Wednesday, June 2, 2010
Phone Books Returned to Dex!
Post and photos by the Hawthorne Hawkman
About a week and a half ago, I picked up over twenty-five phone books from vacant properties in only part of the Hawthorne neighborhood. I'd been meaning to get rid of those right away and get back out there to fill the trunk up with more, but stuff happens. So I finally got around to dropping these off at Dex early this morning.
The sign at their Maple Grove headquarters is pictured above, as well as the location in the phone book. I liked the poetic irony of using their product for nothing else except the act of determining where to return dozens of unwanted phone books.

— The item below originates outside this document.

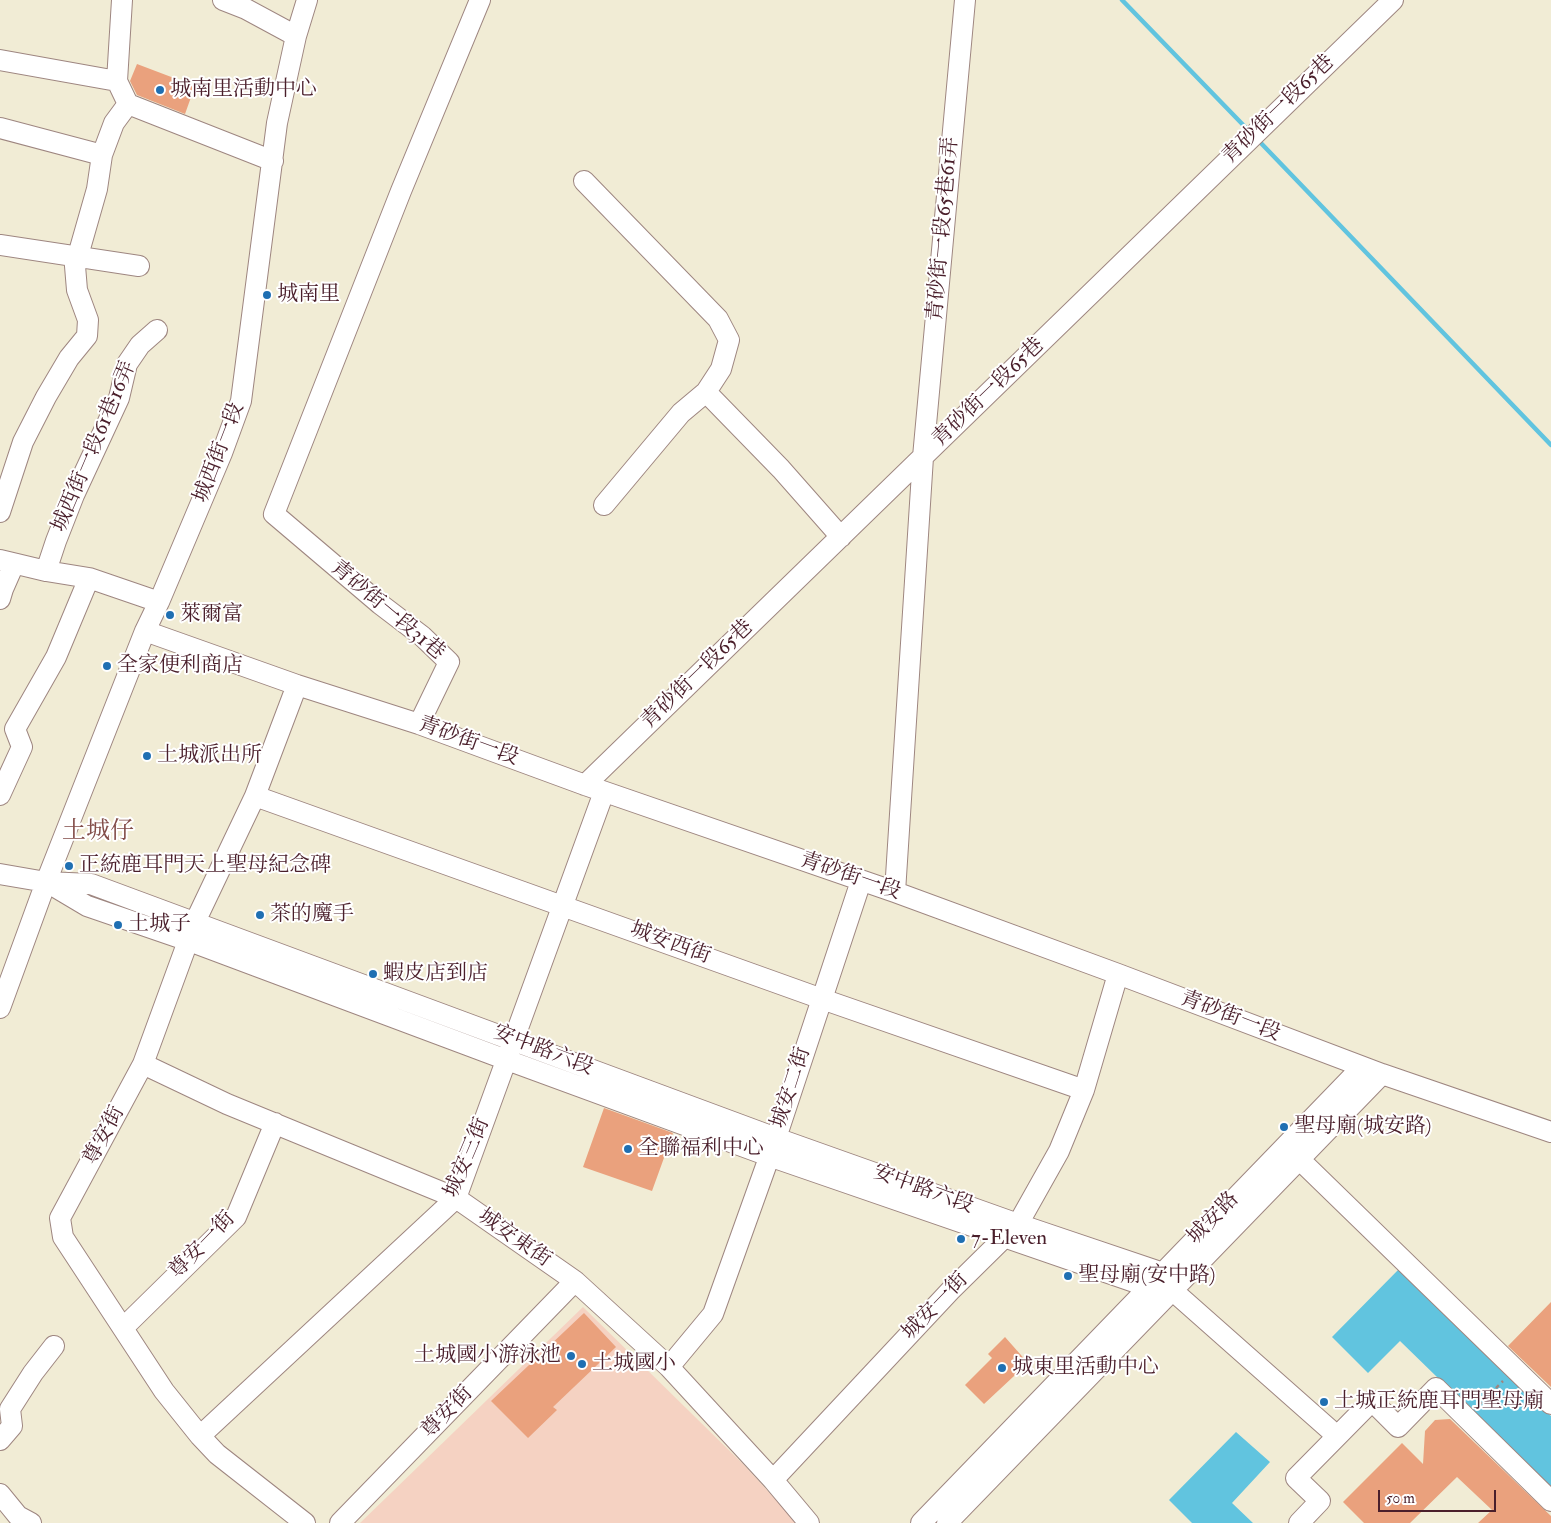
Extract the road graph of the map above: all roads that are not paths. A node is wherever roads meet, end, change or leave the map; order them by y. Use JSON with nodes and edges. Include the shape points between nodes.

On my way to the building, I pondered whether I ought to act like a supremely PO'd bird of prey, or put on my happy face. So I walked into the third floor lobby and...
...decided to play nice. I used the tone of voice and overall demeanor that once convinced not one, not two, but THREE municipal employees to stay past 4:30 on a Friday to help me with some mortgage documents.
I introduced myself and said I lived and worked in the Hawthorne neighborhood in north Minneapolis, and that one Saturday I noticed quite a few phone books that were left at properties that were clearly abandoned. When I said I had somewhere around thirty of those phone books in my trunk and gosh, I'd sure like to return them, THAT got the receptionist's attention.
She went and got one of their marketers to help me unload the phone books from my trunk. This woman was incredibly grateful that I took the time to do this, and pleased that I was being so cordial. I said that at least the first time I spoke with them about this issue, I didn't want to just drive by and throw the phone books at their building. "We've had that happen," she said.
I explained to this woman that we see this a lot, and that Dex phone books have appeared on clearly vacant properties across NoMi over the past two weeks. These aren't just phone books that owners or occupants at the houses have neglected to pick up, these are ones that based on the BOARDS ON WINDOWS AND DOORS should never have been delivered in the first place.
The main areas where I'd seen them were between Plymouth Ave N and Lowry Ave N, which is what I'd told this woman when she said she would have a delivery person go back and pick them up. I graciously pointed out that at least the ones I was returning were still dry and usable, whereas the other phone books were probably pretty wet - not just from the rain, but let's just say that cats don't use phone books for the same things people do.
I was brought into the loading garage, and we unloaded my haul. Once again, I asked her if Dex would send someone out to pick the phone books up from vacant properties, and was told that they'd get their delivery people to look into it. I also suggested that perhaps the delivery people should get paid not just on straight-up units distributed, but by getting credit for a delivery when they mark a house as vacant.
And let's talk about numbers for a minute: In the area where I picked up 25 phone books (roughly half of Hawthorne), there were 35 properties registered as condemned or boarded and vacant. Some of these properties were duplexes and had two or more phone books left there, but still, it comes out to a phone book at over 70% of the vacant properties in NoMi. I've also got a dot map that marks each condemned/boarded property. Counting dots gets tiresome after a while though, so I'm going to estimate this as between 350 and 400, knowing that even the 400 number is probably an undercount.
Still, 70% of 400 comes out to an estimate of 280. But this round of Dex phone books contains three different ones in the same bag. So now we've got over 800 phone books left at vacant properties in NoMi by ONE COMPANY ALONE. How much waste is that?
In fairness, the Dex representative did say they would go back and try to pick them up. After a week or so, if you see a Dex phone book sitting at a vacant property in your neighborhood, call 763-971-7195 and let them know about it.